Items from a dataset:
· · · ·

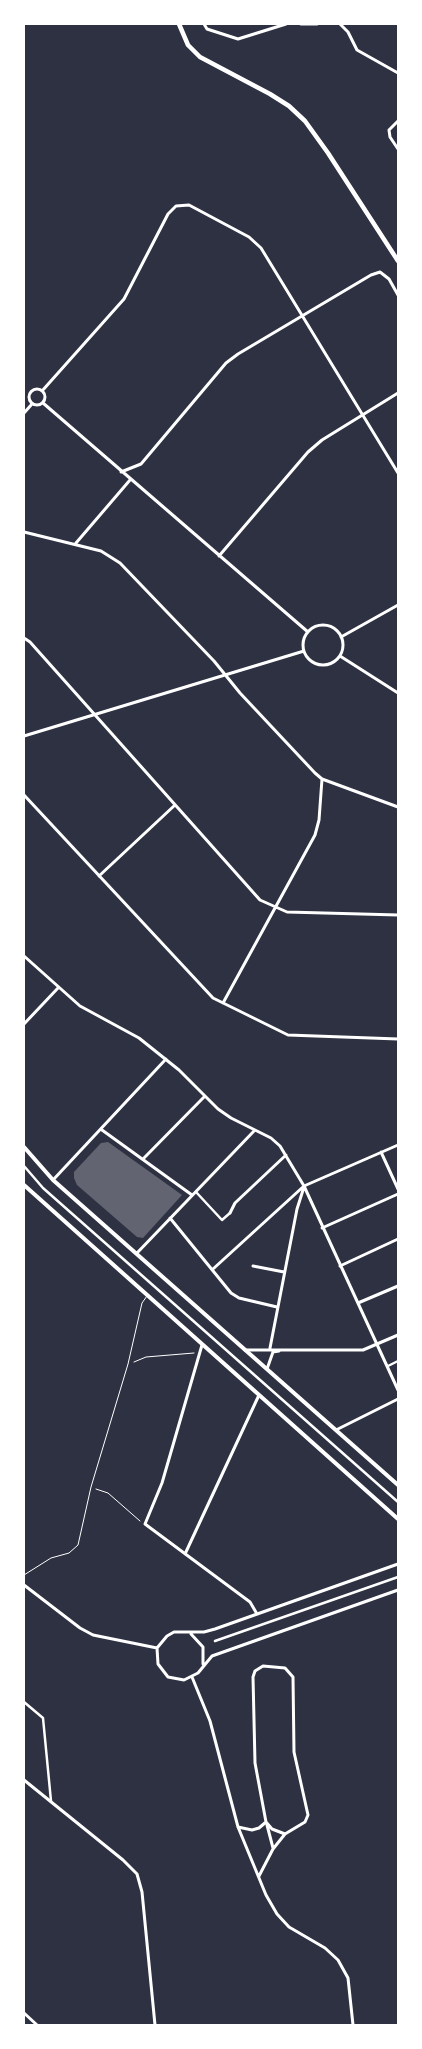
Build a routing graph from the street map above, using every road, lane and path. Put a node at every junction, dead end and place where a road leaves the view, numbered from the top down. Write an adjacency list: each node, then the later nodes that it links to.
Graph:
1 (179, 24): 10 (main road)
2 (204, 24): 3 (street)
3 (286, 24)
4 (301, 24): 5 (street)
5 (317, 24)
6 (340, 24): 7 (street)
7 (398, 74)
8 (398, 121): 9 (street)
9 (398, 149)
10 (398, 262)
11 (398, 295): 12 (street)
12 (302, 315): 13 (street); 18 (street); 19 (street)
13 (42, 391): 15 (street); 16 (street)
14 (398, 393): 18 (street)
15 (43, 403): 16 (street); 19 (street)
16 (32, 404): 17 (street)
17 (24, 413)
18 (364, 414): 20 (street); 24 (street)
19 (121, 472): 21 (street)
20 (398, 473)
21 (130, 480): 23 (street); 24 (street)
22 (24, 532): 23 (street)
23 (76, 543): 31 (street)
24 (219, 556): 26 (street)
25 (398, 605): 27 (street)
26 (308, 632): 27 (street); 29 (street)
27 (341, 637): 30 (street)
28 (24, 638): 33 (street)
29 (304, 652): 30 (street); 31 (street)
30 (340, 656): 32 (street)
31 (225, 675): 33 (street); 35 (street)
32 (398, 693)
33 (95, 713): 34 (street); 37 (street)
34 (24, 736)
35 (322, 779): 38 (street); 40 (street)
36 (24, 795): 39 (street)
37 (175, 805): 39 (street); 40 (street)
38 (398, 807)
39 (99, 876): 44 (street)
40 (276, 908): 41 (street); 44 (street)
41 (398, 915)
42 (24, 956): 43 (street)
43 (58, 988): 45 (street); 47 (street)
44 (223, 1003): 46 (street)
45 (24, 1024)
46 (398, 1039)
47 (166, 1059): 48 (street); 49 (street)
48 (205, 1096): 50 (street); 55 (street)
49 (102, 1130): 55 (street); 57 (street)
50 (254, 1131): 54 (street); 61 (street)
51 (398, 1145): 53 (street)
52 (24, 1147): 57 (street)
53 (381, 1152): 59 (street); 60 (street)
54 (286, 1155): 59 (street); 64 (street)
55 (143, 1159): 63 (street)
56 (24, 1166): 94 (street)
57 (53, 1180): 68 (street)
58 (24, 1184): 74 (street)
59 (304, 1186): 66 (street); 71 (street); 72 (street)
60 (398, 1189)
61 (196, 1191): 63 (street); 64 (street)
62 (398, 1194): 66 (street)
63 (192, 1195): 65 (street)
64 (230, 1213)
65 (170, 1218): 68 (street); 71 (street)
66 (322, 1228): 70 (street)
67 (398, 1239): 70 (street)
68 (137, 1253): 81 (street)
69 (253, 1266): 72 (street)
70 (340, 1266): 75 (street)
71 (213, 1269): 76 (street)
72 (284, 1272): 76 (street)
73 (398, 1286): 75 (street)
74 (147, 1295): 78 (street); 85 (lane)
75 (358, 1302): 79 (street)
76 (277, 1307): 80 (street)
77 (398, 1335): 79 (street)
78 (202, 1345): 83 (street); 89 (street)
79 (378, 1345): 82 (street); 86 (street)
80 (270, 1348): 81 (street); 82 (street)
81 (245, 1350): 87 (street)
82 (282, 1350): 87 (street)
83 (199, 1352): 85 (path); 96 (street)
84 (398, 1361): 86 (street)
85 (128, 1364): 93 (lane)
86 (388, 1366): 88 (street)
87 (267, 1370): 91 (street)
88 (398, 1390)
89 (259, 1395): 95 (street); 97 (street)
90 (398, 1399): 91 (street)
91 (336, 1430): 92 (street)
92 (398, 1485)
93 (91, 1487): 96 (path); 99 (lane)
94 (398, 1502)
95 (398, 1519)
96 (145, 1524): 97 (street)
97 (185, 1554): 103 (street)
98 (398, 1564): 103 (street)
99 (24, 1574)
100 (398, 1576): 105 (street)
101 (24, 1585): 106 (street)
102 (398, 1590): 107 (street)
103 (257, 1614): 104 (street)
104 (189, 1633): 106 (street); 107 (street)
105 (215, 1641)
106 (157, 1648): 108 (street)
107 (202, 1667): 108 (street)
108 (192, 1677): 113 (street)
109 (24, 1702): 111 (street)
110 (24, 1780): 111 (street)
111 (51, 1803): 119 (street)
112 (266, 1822): 113 (street); 114 (street); 114 (street); 115 (street)
113 (238, 1828): 116 (street)
114 (285, 1834): 115 (street)
115 (273, 1848): 116 (street)
116 (258, 1877): 120 (street)
117 (24, 2013): 118 (street)
118 (37, 2025)
119 (155, 2025)
120 (354, 2025)

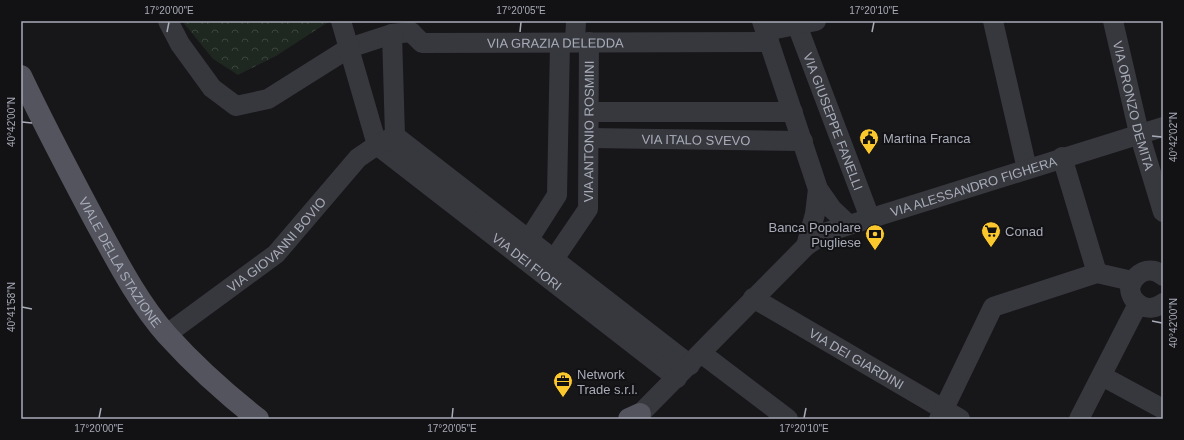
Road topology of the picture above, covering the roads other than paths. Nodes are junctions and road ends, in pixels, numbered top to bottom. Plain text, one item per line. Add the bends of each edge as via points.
1 (168, 21) edge
2 (341, 21) edge
3 (576, 21) edge
4 (816, 21) edge
5 (993, 21) edge
6 (1113, 21) edge
7 (797, 25) junction
8 (406, 29) edge
9 (766, 31) edge
10 (575, 43) junction
11 (349, 48) junction
12 (21, 76) edge
13 (589, 112) junction
14 (793, 112) junction
15 (1163, 127) edge
16 (1139, 133) junction
17 (395, 136) junction
18 (589, 138) junction
19 (803, 141) junction
20 (377, 145) junction
21 (1062, 157) junction
22 (1027, 169) junction
23 (818, 189) junction
24 (1163, 212) edge
25 (870, 218) junction
26 (848, 224) junction
27 (529, 240) junction
28 (806, 246) junction
29 (554, 259) junction
30 (1162, 272) edge
31 (1097, 273) junction
32 (1132, 281) junction
33 (753, 298) junction
34 (1163, 302) edge
35 (1138, 304) junction
36 (167, 334) junction
37 (689, 365) junction
38 (1102, 376) junction
39 (1163, 409) edge
40 (947, 416) edge
41 (636, 417) edge
42 (258, 419) edge
43 (788, 419) edge
44 (1079, 419) edge

1 - 11 street via 180,44 212,88 236,106 268,99
2 - 11 street
3 - 10 street, VIA ANTONIO ROSMINI
4 - 7 street, VIA GRAZIA DELEDDA
5 - 22 street
6 - 16 street, VIA ORONZO DEMITA
7 - 9 street, VIA GRAZIA DELEDDA
7 - 25 street, VIA GIUSEPPE FANELLI
8 - 10 street, VIA GRAZIA DELEDDA via 422,42
8 - 11 street
8 - 17 street
9 - 10 street, VIA GRAZIA DELEDDA
9 - 14 street
10 - 13 street, VIA ANTONIO ROSMINI
10 - 27 street, VIA ANTONIO ROSMINI via 557,195
11 - 20 street
12 - 36 main road, VIALE DELLA STAZIONE via 47,131 116,258 139,296
13 - 14 street, VIA ITALO SVEVO
13 - 18 street, VIA ANTONIO ROSMINI
14 - 19 street
15 - 16 street, VIA ALESSANDRO FIGHERA
16 - 21 street, VIA ALESSANDRO FIGHERA
16 - 24 street, VIA ORONZO DEMITA
17 - 20 street
17 - 27 street, VIA DEI FIORI
18 - 19 street, VIA ITALO SVEVO
18 - 29 street, VIA ANTONIO ROSMINI via 588,208
19 - 23 street
20 - 36 street, VIA GIOVANNI BOVIO via 358,158 276,254
20 - 37 street, VIA DEI FIORI
21 - 22 street, VIA ALESSANDRO FIGHERA
21 - 31 street
22 - 25 street, VIA ALESSANDRO FIGHERA
23 - 26 street via 832,209
23 - 28 street via 815,214
25 - 26 street, VIA ALESSANDRO FIGHERA
26 - 28 street, VIA ALESSANDRO FIGHERA via 827,232
27 - 29 street, VIA DEI FIORI
28 - 33 street, VIA ALESSANDRO FIGHERA
29 - 37 street, VIA DEI FIORI
30 - 32 street via 1141,272
31 - 32 street
31 - 40 street via 993,307
32 - 35 street via 1131,292
33 - 37 street, VIA ALESSANDRO FIGHERA
33 - 40 street, VIA DEI GIARDINI
34 - 35 street via 1149,308
35 - 38 street
36 - 42 main road, VIALE DELLA STAZIONE via 221,390
37 - 41 street, VIA ALESSANDRO FIGHERA
37 - 43 street
38 - 39 street
38 - 44 street

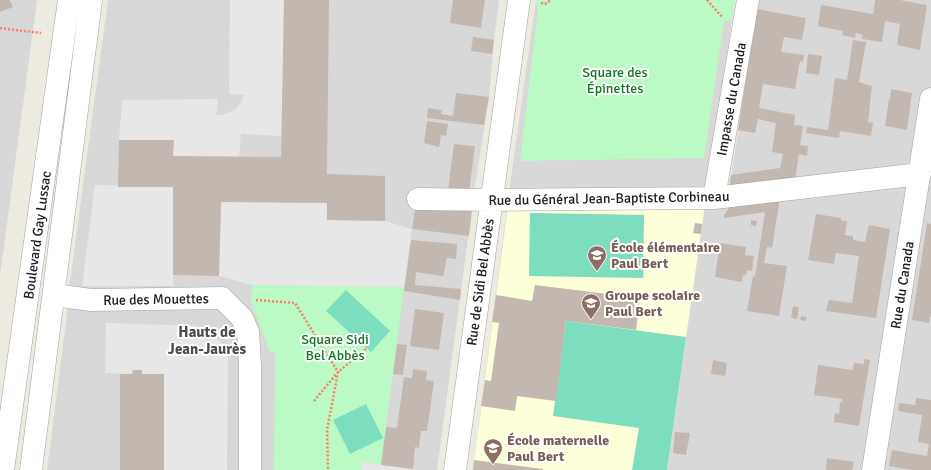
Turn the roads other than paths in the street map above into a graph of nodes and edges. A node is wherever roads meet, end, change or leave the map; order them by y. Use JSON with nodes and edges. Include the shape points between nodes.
{"nodes":[{"id":1,"x":69,"y":0,"type":"edge"},
{"id":2,"x":91,"y":0,"type":"edge"},
{"id":3,"x":519,"y":0,"type":"edge"},
{"id":4,"x":748,"y":0,"type":"edge"},
{"id":5,"x":931,"y":99,"type":"edge"},
{"id":6,"x":920,"y":174,"type":"junction"},
{"id":7,"x":714,"y":198,"type":"junction"},
{"id":8,"x":418,"y":199,"type":"dead end"},
{"id":9,"x":491,"y":200,"type":"junction"},
{"id":10,"x":54,"y":295,"type":"junction"},
{"id":11,"x":6,"y":406,"type":"edge"},
{"id":12,"x":4,"y":470,"type":"edge"},
{"id":13,"x":31,"y":470,"type":"edge"},
{"id":14,"x":250,"y":470,"type":"edge"},
{"id":15,"x":455,"y":470,"type":"edge"},
{"id":16,"x":873,"y":470,"type":"edge"}],
"edges":[{"from":1,"to":11,"type":"street","name":"Boulevard Gay Lussac"},
{"from":2,"to":10,"type":"street","name":"Boulevard Gay Lussac"},
{"from":3,"to":9,"type":"street","name":"Rue de Sidi Bel Abbès"},
{"from":4,"to":7,"type":"street","name":"Impasse du Canada"},
{"from":5,"to":6,"type":"street","name":"Rue du Canada"},
{"from":6,"to":7,"type":"street","name":"Rue du Général Jean-Baptiste Corbineau"},
{"from":6,"to":16,"type":"street","name":"Rue du Canada"},
{"from":7,"to":9,"type":"street","name":"Rue du Général Jean-Baptiste Corbineau"},
{"from":8,"to":9,"type":"street","name":"Rue du Général Jean-Baptiste Corbineau"},
{"from":9,"to":15,"type":"street","name":"Rue de Sidi Bel Abbès"},
{"from":10,"to":13,"type":"street","name":"Boulevard Gay Lussac"},
{"from":10,"to":14,"type":"street","name":"Rue des Mouettes","via":[[91,300],[222,298],[242,318],[248,332]]},
{"from":11,"to":12,"type":"street","name":"Boulevard Gay Lussac"}]}
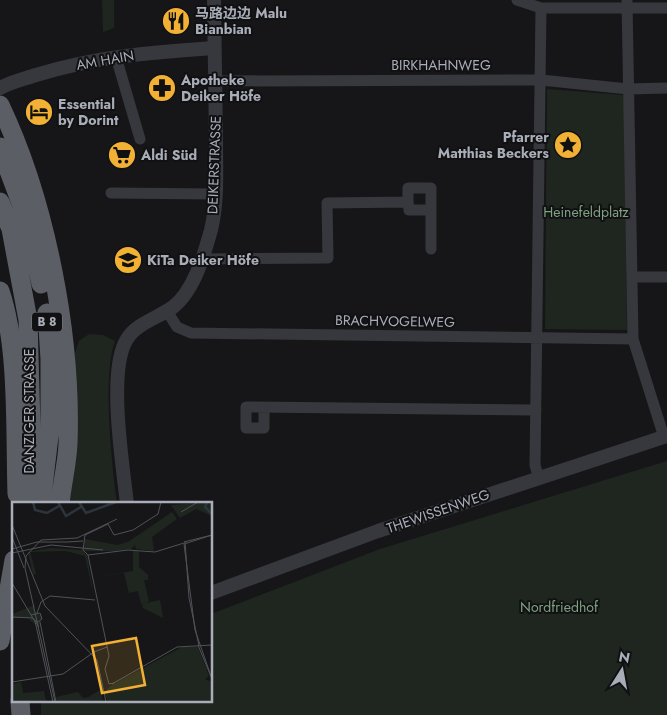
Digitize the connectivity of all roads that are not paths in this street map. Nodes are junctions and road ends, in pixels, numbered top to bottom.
1 (214, 0) edge
2 (522, 1) edge
3 (627, 4) edge
4 (541, 8) junction
5 (667, 8) edge
6 (214, 48) junction
7 (116, 57) junction
8 (542, 80) junction
9 (215, 81) junction
10 (2, 87) edge
11 (667, 88) edge
12 (628, 89) junction
13 (0, 105) edge
14 (140, 139) dead end
15 (0, 147) edge
16 (111, 193) dead end
17 (216, 194) junction
18 (0, 202) edge
19 (408, 202) junction
20 (431, 210) junction
21 (431, 249) dead end
22 (201, 259) junction
23 (632, 277) junction
24 (667, 277) edge
25 (0, 291) edge
26 (166, 311) junction
27 (538, 337) junction
28 (633, 339) junction
29 (264, 408) dead end
30 (536, 410) junction
31 (666, 436) edge
32 (538, 476) junction
33 (17, 502) edge
34 (25, 502) edge
35 (41, 502) edge
36 (60, 502) edge
37 (127, 502) edge
38 (12, 572) edge
39 (212, 593) edge
40 (0, 641) edge

1 - 6 street, DEIKERSTRASSE
2 - 4 street
3 - 4 street
3 - 5 street
3 - 12 street
4 - 8 street
6 - 7 street, AM HAIN
6 - 9 street, DEIKERSTRASSE
7 - 10 street, AM HAIN
7 - 14 street
8 - 9 street, BIRKHAHNWEG
8 - 12 street, BIRKHAHNWEG
8 - 27 street
9 - 17 street, DEIKERSTRASSE
11 - 12 street, BIRKHAHNWEG
12 - 23 street
13 - 36 highway
15 - 35 highway, DANZIGER STRASSE / B 8
16 - 17 street
17 - 22 street, DEIKERSTRASSE
18 - 34 highway, DANZIGER STRASSE / B 8
19 - 20 street
19 - 20 street
19 - 22 street
20 - 21 street
22 - 26 street, DEIKERSTRASSE
23 - 24 street
23 - 28 street
25 - 33 highway
26 - 27 street, BRACHVOGELWEG
26 - 37 street, DEIKERSTRASSE
27 - 28 street, BRACHVOGELWEG
27 - 30 street
28 - 31 street
29 - 30 street
30 - 32 street
31 - 32 street, THEWISSENWEG
32 - 39 street, THEWISSENWEG
38 - 40 highway

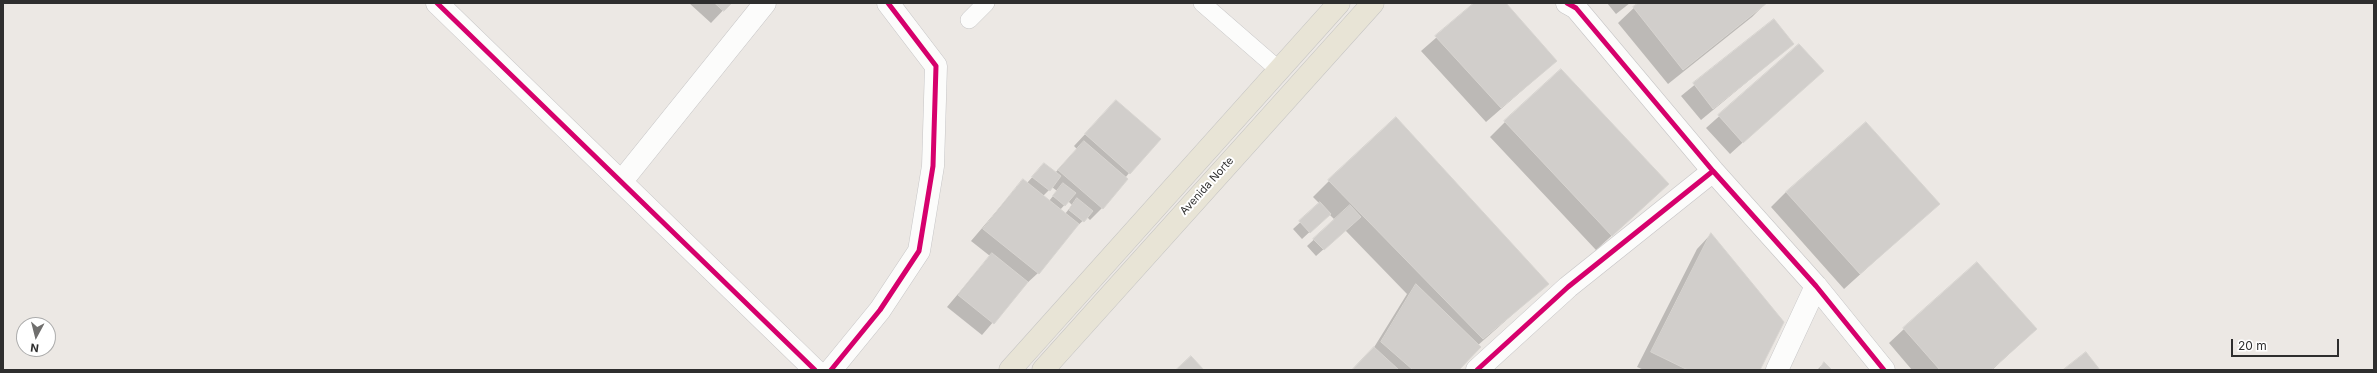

· · · ·

The task: Only lines with the word "numbered" are wanted. Find and copy them from the records above.

Problem solution:
Build a routing graph from the street map above, using every road, lane and path. Put a node at every junction, dead end and place where a road leaves the view, numbered from the top down. Write an adjacency list: each node, then the later nodes that it links to.
Road topology of the picture above, covering the roads other than paths. Nodes are junctions and road ends, in pixels, numbered top to bottom. Plain text, one item per line. Add the bends of each edge as via points.
Digitize the connectivity of all roads that are not paths in this street map. Nodes are junctions and road ends, in pixels, numbered top to bottom.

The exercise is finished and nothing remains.